■ Required action ■
Take down each entry exactly as written.

[Collected data]
# # # # # # #

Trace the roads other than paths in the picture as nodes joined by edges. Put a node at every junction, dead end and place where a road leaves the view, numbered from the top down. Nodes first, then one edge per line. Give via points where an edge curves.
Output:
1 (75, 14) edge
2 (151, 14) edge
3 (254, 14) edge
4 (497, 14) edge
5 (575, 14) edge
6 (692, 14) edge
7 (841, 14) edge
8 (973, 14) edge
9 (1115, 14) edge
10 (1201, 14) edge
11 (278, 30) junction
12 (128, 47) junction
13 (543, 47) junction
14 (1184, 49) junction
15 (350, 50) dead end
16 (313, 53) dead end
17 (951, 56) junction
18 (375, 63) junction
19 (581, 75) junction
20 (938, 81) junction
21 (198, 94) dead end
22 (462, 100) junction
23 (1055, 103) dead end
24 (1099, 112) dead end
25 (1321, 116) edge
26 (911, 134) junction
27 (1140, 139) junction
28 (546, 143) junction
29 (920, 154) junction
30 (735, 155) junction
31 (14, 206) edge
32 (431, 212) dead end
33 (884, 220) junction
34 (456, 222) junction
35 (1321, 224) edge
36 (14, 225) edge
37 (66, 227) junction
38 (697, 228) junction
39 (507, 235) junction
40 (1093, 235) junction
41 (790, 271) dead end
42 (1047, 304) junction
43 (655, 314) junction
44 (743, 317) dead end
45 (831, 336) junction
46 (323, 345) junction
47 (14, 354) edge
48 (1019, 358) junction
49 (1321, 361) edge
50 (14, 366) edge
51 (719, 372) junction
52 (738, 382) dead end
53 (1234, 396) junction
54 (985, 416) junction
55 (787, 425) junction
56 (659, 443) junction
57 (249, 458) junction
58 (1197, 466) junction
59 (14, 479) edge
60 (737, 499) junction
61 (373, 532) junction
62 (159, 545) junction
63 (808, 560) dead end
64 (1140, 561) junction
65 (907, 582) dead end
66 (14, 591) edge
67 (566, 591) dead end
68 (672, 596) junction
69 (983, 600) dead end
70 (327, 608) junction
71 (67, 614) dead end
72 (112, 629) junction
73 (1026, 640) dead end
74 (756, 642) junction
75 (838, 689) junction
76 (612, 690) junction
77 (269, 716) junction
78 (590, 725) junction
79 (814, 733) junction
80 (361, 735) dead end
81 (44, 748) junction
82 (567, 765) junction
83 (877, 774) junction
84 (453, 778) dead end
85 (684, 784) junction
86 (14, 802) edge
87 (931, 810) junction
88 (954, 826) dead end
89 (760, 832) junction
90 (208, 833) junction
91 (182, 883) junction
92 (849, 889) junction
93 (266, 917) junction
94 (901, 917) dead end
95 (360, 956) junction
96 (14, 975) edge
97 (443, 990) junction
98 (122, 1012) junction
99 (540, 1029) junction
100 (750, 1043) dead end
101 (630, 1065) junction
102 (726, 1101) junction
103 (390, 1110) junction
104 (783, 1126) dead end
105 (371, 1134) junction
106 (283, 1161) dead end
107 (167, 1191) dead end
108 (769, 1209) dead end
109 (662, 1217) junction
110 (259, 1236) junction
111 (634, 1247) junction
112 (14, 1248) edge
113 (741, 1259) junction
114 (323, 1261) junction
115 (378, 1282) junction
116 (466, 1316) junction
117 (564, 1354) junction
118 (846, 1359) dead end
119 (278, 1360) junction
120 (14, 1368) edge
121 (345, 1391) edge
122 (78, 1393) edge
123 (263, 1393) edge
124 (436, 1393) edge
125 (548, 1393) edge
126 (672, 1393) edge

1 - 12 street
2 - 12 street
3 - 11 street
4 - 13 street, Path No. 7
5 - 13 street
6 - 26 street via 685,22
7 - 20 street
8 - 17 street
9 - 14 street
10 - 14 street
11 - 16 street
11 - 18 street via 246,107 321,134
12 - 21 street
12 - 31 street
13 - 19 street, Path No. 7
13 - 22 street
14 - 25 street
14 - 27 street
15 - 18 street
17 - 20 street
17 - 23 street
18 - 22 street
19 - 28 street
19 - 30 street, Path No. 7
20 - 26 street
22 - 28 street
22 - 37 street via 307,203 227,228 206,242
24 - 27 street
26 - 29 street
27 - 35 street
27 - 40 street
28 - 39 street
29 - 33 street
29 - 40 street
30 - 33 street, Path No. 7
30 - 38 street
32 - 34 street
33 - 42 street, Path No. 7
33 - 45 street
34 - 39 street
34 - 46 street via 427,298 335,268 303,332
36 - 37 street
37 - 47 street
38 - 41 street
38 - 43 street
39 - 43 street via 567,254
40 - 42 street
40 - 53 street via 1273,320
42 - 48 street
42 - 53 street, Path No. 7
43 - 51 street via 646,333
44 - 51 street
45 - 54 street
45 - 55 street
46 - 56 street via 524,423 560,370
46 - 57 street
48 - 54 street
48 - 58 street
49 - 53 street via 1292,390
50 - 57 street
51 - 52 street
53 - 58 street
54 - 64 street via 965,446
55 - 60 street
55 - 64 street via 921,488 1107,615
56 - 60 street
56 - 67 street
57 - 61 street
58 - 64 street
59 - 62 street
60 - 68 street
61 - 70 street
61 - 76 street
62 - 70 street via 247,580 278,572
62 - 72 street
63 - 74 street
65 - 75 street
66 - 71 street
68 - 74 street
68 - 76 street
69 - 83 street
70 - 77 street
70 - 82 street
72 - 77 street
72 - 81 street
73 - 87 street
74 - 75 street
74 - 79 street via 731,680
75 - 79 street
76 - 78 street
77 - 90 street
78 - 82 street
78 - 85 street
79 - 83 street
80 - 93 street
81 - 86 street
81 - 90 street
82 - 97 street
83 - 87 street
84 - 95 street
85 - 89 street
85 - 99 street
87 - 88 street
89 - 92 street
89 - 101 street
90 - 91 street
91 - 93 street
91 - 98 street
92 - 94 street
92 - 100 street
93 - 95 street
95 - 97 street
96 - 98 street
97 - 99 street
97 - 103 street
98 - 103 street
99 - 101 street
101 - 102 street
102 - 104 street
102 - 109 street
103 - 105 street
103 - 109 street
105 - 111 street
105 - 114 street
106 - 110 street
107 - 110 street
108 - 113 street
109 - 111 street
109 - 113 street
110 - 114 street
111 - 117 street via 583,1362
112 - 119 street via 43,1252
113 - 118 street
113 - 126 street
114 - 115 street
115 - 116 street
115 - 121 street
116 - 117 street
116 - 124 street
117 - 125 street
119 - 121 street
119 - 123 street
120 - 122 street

# # # # # # #

■ Answer for the task ■
Trace the roads other than paths in the picture as nodes joined by edges. Put a node at every junction, dead end and place where a road leaves the view, numbered from the top down. Nodes first, then one edge per line. Give via points where an edge curves.
Output:
1 (75, 14) edge
2 (151, 14) edge
3 (254, 14) edge
4 (497, 14) edge
5 (575, 14) edge
6 (692, 14) edge
7 (841, 14) edge
8 (973, 14) edge
9 (1115, 14) edge
10 (1201, 14) edge
11 (278, 30) junction
12 (128, 47) junction
13 (543, 47) junction
14 (1184, 49) junction
15 (350, 50) dead end
16 (313, 53) dead end
17 (951, 56) junction
18 (375, 63) junction
19 (581, 75) junction
20 (938, 81) junction
21 (198, 94) dead end
22 (462, 100) junction
23 (1055, 103) dead end
24 (1099, 112) dead end
25 (1321, 116) edge
26 (911, 134) junction
27 (1140, 139) junction
28 (546, 143) junction
29 (920, 154) junction
30 (735, 155) junction
31 (14, 206) edge
32 (431, 212) dead end
33 (884, 220) junction
34 (456, 222) junction
35 (1321, 224) edge
36 (14, 225) edge
37 (66, 227) junction
38 (697, 228) junction
39 (507, 235) junction
40 (1093, 235) junction
41 (790, 271) dead end
42 (1047, 304) junction
43 (655, 314) junction
44 (743, 317) dead end
45 (831, 336) junction
46 (323, 345) junction
47 (14, 354) edge
48 (1019, 358) junction
49 (1321, 361) edge
50 (14, 366) edge
51 (719, 372) junction
52 (738, 382) dead end
53 (1234, 396) junction
54 (985, 416) junction
55 (787, 425) junction
56 (659, 443) junction
57 (249, 458) junction
58 (1197, 466) junction
59 (14, 479) edge
60 (737, 499) junction
61 (373, 532) junction
62 (159, 545) junction
63 (808, 560) dead end
64 (1140, 561) junction
65 (907, 582) dead end
66 (14, 591) edge
67 (566, 591) dead end
68 (672, 596) junction
69 (983, 600) dead end
70 (327, 608) junction
71 (67, 614) dead end
72 (112, 629) junction
73 (1026, 640) dead end
74 (756, 642) junction
75 (838, 689) junction
76 (612, 690) junction
77 (269, 716) junction
78 (590, 725) junction
79 (814, 733) junction
80 (361, 735) dead end
81 (44, 748) junction
82 (567, 765) junction
83 (877, 774) junction
84 (453, 778) dead end
85 (684, 784) junction
86 (14, 802) edge
87 (931, 810) junction
88 (954, 826) dead end
89 (760, 832) junction
90 (208, 833) junction
91 (182, 883) junction
92 (849, 889) junction
93 (266, 917) junction
94 (901, 917) dead end
95 (360, 956) junction
96 (14, 975) edge
97 (443, 990) junction
98 (122, 1012) junction
99 (540, 1029) junction
100 (750, 1043) dead end
101 (630, 1065) junction
102 (726, 1101) junction
103 (390, 1110) junction
104 (783, 1126) dead end
105 (371, 1134) junction
106 (283, 1161) dead end
107 (167, 1191) dead end
108 (769, 1209) dead end
109 (662, 1217) junction
110 (259, 1236) junction
111 (634, 1247) junction
112 (14, 1248) edge
113 (741, 1259) junction
114 (323, 1261) junction
115 (378, 1282) junction
116 (466, 1316) junction
117 (564, 1354) junction
118 (846, 1359) dead end
119 (278, 1360) junction
120 (14, 1368) edge
121 (345, 1391) edge
122 (78, 1393) edge
123 (263, 1393) edge
124 (436, 1393) edge
125 (548, 1393) edge
126 (672, 1393) edge

1 - 12 street
2 - 12 street
3 - 11 street
4 - 13 street, Path No. 7
5 - 13 street
6 - 26 street via 685,22
7 - 20 street
8 - 17 street
9 - 14 street
10 - 14 street
11 - 16 street
11 - 18 street via 246,107 321,134
12 - 21 street
12 - 31 street
13 - 19 street, Path No. 7
13 - 22 street
14 - 25 street
14 - 27 street
15 - 18 street
17 - 20 street
17 - 23 street
18 - 22 street
19 - 28 street
19 - 30 street, Path No. 7
20 - 26 street
22 - 28 street
22 - 37 street via 307,203 227,228 206,242
24 - 27 street
26 - 29 street
27 - 35 street
27 - 40 street
28 - 39 street
29 - 33 street
29 - 40 street
30 - 33 street, Path No. 7
30 - 38 street
32 - 34 street
33 - 42 street, Path No. 7
33 - 45 street
34 - 39 street
34 - 46 street via 427,298 335,268 303,332
36 - 37 street
37 - 47 street
38 - 41 street
38 - 43 street
39 - 43 street via 567,254
40 - 42 street
40 - 53 street via 1273,320
42 - 48 street
42 - 53 street, Path No. 7
43 - 51 street via 646,333
44 - 51 street
45 - 54 street
45 - 55 street
46 - 56 street via 524,423 560,370
46 - 57 street
48 - 54 street
48 - 58 street
49 - 53 street via 1292,390
50 - 57 street
51 - 52 street
53 - 58 street
54 - 64 street via 965,446
55 - 60 street
55 - 64 street via 921,488 1107,615
56 - 60 street
56 - 67 street
57 - 61 street
58 - 64 street
59 - 62 street
60 - 68 street
61 - 70 street
61 - 76 street
62 - 70 street via 247,580 278,572
62 - 72 street
63 - 74 street
65 - 75 street
66 - 71 street
68 - 74 street
68 - 76 street
69 - 83 street
70 - 77 street
70 - 82 street
72 - 77 street
72 - 81 street
73 - 87 street
74 - 75 street
74 - 79 street via 731,680
75 - 79 street
76 - 78 street
77 - 90 street
78 - 82 street
78 - 85 street
79 - 83 street
80 - 93 street
81 - 86 street
81 - 90 street
82 - 97 street
83 - 87 street
84 - 95 street
85 - 89 street
85 - 99 street
87 - 88 street
89 - 92 street
89 - 101 street
90 - 91 street
91 - 93 street
91 - 98 street
92 - 94 street
92 - 100 street
93 - 95 street
95 - 97 street
96 - 98 street
97 - 99 street
97 - 103 street
98 - 103 street
99 - 101 street
101 - 102 street
102 - 104 street
102 - 109 street
103 - 105 street
103 - 109 street
105 - 111 street
105 - 114 street
106 - 110 street
107 - 110 street
108 - 113 street
109 - 111 street
109 - 113 street
110 - 114 street
111 - 117 street via 583,1362
112 - 119 street via 43,1252
113 - 118 street
113 - 126 street
114 - 115 street
115 - 116 street
115 - 121 street
116 - 117 street
116 - 124 street
117 - 125 street
119 - 121 street
119 - 123 street
120 - 122 street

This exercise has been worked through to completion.